La terapia dei colori fa parte dei rimedi naturali a supporto dei metodi scientifici più invasivi, e trova fondamento sulle reazioni fisiche e psichiche prodotte da determinati stati d’animo come conseguenza all’esposizione ai colori…

Piccola parentesi: ti starai forse chiedendo: ma dobbiamo crederci? Funziona?
Affrontiamo questo punto più in dettaglio alla fine di questo articolo, che ti invitiamo a leggere con spirito di curiosità (ma senza troppe pretese 😉

La cromoterapia affonda le sue origini nel passato, a partire dall’epoca degli egizi in poi. Tuttavia, i principi fondamentali sono rimasti i medesimi anche nella moderna applicazione.

In questa disciplina, ad ogni colore viniene associata una proprietà che è in grado di far scattare nell’organismo una reazione idonea a contrastare le conseguenze dannose di disturbi o patologie.

A noi piace il giallo, quindi abbiammo deciso di curiosare in ciò che ne dice la cromoterapia…

Le proprietà del colore giallo

Secondo la cromoterapia il giallo è il colore collegato al terzo chakra e, quindi, alla vitalità e all’energia. Ha un carattere dinamico e vivace e simboleggia la luce e il calore. È simbolo di cambiamento e di ricerca del nuovo. L’utilizzo del colore giallo stimolerebbe, in particolare, l’emisfero celebrale sinistro dove risiede la razionalità.

I benefici indicati dall’esposizione al giallo sono diversi: riduzione dell’apatia e della depressione, contrasto all’inappetenza, miglioramento delle funzioni gastriche; tonificazione del sistema linfatico; eliminazione delle tossine; stimolazione delle capacità intellettuali, della concentrazione e dei processi dell’apprendimento; contrasto a nevralgie e stati febbrili. Il giallo rende più positivi e migliora l’umore.

L’eccesso di esposizione al giallo potrebbe invece provocare irritabilità ed è quindi sconsigliato in tutti quei casi contraddistinti da eccessivo nervosismo e palpitazioni acute.

Come usare il giallo in cromoterapia

Esistono tanti modi per beneficiare degli effetti positivi di un colore. Ecco quelli che riguardano il giallo.

Abbigliamento

Vestirsi di giallo o utilizzare accessori di questo colore, esprime una personalità forte e coraggiosa, che ha stima, fiducia e sta bene con se stessa. Il giallo nell’abbigliamento esprime estroversione e grande senso d’identità, unitamente ad un carattere che, generalmente, può definirsi dominante, responsabile, cordiale e socievole.

Alimentazione

Anche mangiare alimenti di colore giallo può portare effetti positivi.

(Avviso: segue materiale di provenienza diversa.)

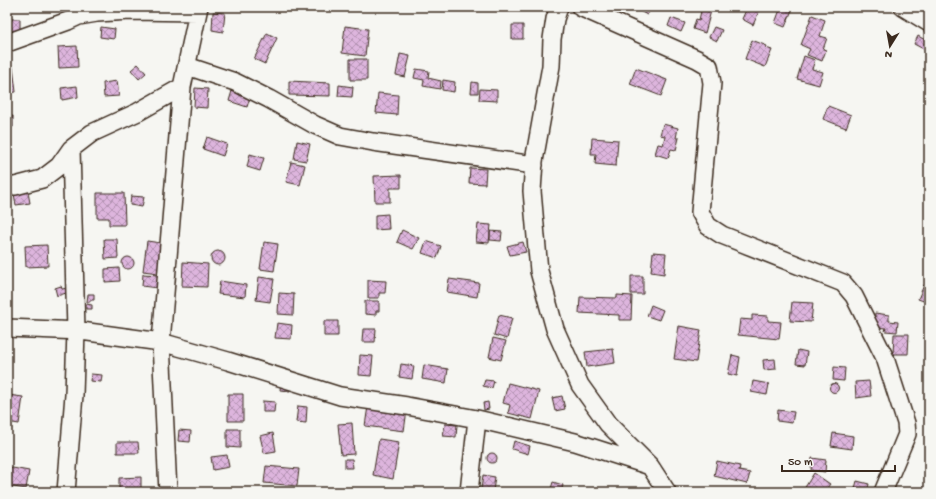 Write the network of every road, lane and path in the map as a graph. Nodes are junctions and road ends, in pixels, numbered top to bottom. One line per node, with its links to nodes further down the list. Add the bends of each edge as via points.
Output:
1 (558, 7): 11 (street, via 554,20 551,66)
2 (580, 7): 22 (street, via 709,66 712,83 700,212 708,226 722,235 843,283 854,296 885,358 906,423 907,434)
3 (903, 7): 6 (street)
4 (126, 9): 5 (street); 7 (street, via 79,16)
5 (199, 10): 8 (street)
6 (929, 23)
7 (7, 43)
8 (186, 66): 9 (street); 11 (street, via 235,82 340,136)
9 (182, 87): 10 (street, via 138,112 92,133); 15 (street)
10 (71, 149): 12 (street, via 59,166 42,179); 14 (street)
11 (534, 165): 17 (street, via 532,192 539,270 555,329 580,385 608,424)
12 (7, 186)
13 (7, 328): 14 (street)
14 (76, 330): 15 (street); 18 (street, via 74,395)
15 (161, 342): 16 (street, via 340,396); 19 (street)
16 (477, 419): 17 (street, via 575,442); 20 (street)
17 (650, 466): 21 (street)
18 (66, 492)
19 (168, 492)
20 (469, 492)
21 (667, 492)
22 (883, 492)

Alcuni alimenti come limoni, pompelmi, peperoni, meloni, ananas, prugne gialle, banane e oli vegetali sono quelli più ricchi di vitamina C, che innalza le difese immunitarie e ha un effetto depurativo su tutto il corpo. Contengono anche antiossidanti e proteggono dall’invecchiamento.

Arredamento

Il giallo nell’arredamento ha una connotazione che può dirsi addirittura strategica. Infatti, è molto utilizzato per dare luce ad angoli bui, per ravvivare intere pareti, conferire un senso di energia all’ambiente, beneficiando contemporaneamente degli effetti positivi su psiche e corpo.

Il giallo è il colore perfetto per la cucina.

Rientrano nella categoria anche le luci colorate che possono essere installate in docce o vasche da bagno, per amplificare ancora di più la sensazione di benessere, relax e prendersi cura di sé. Un’ottima idea, per quest’ultimo caso,  può essere quella di colorare l’acqua di un bagno caldo con pigmenti naturali e arricchiti di essenze.

Cosa c’è di vero

La cromoterapia, non è un metodo che dispone di basi scientifiche, pertanto lascia sempre aperta la via a un critico scetticismo.

La comunità scientifica è sempre molto cauta in questi casi, ribattendo che potrebbe trattarsi di effetto placebo o conseguenza di altri fattori esterni. In ogni caso, se il giallo ti dà una sensazione di benessere e hai la sensazione che in genere ti faccia bene, perché toglierselo di torno? Difatti la cromoterapia resta una filosofia di vita affascinante, e possiamo utilizzarla ad esempio come strumento di meditazione e raccoglimento. Tuttavia è bene ricordare che si tratta di una pseudo scienza, pertanto può essere rischioso affidarsi ad essa per curare delle patologie.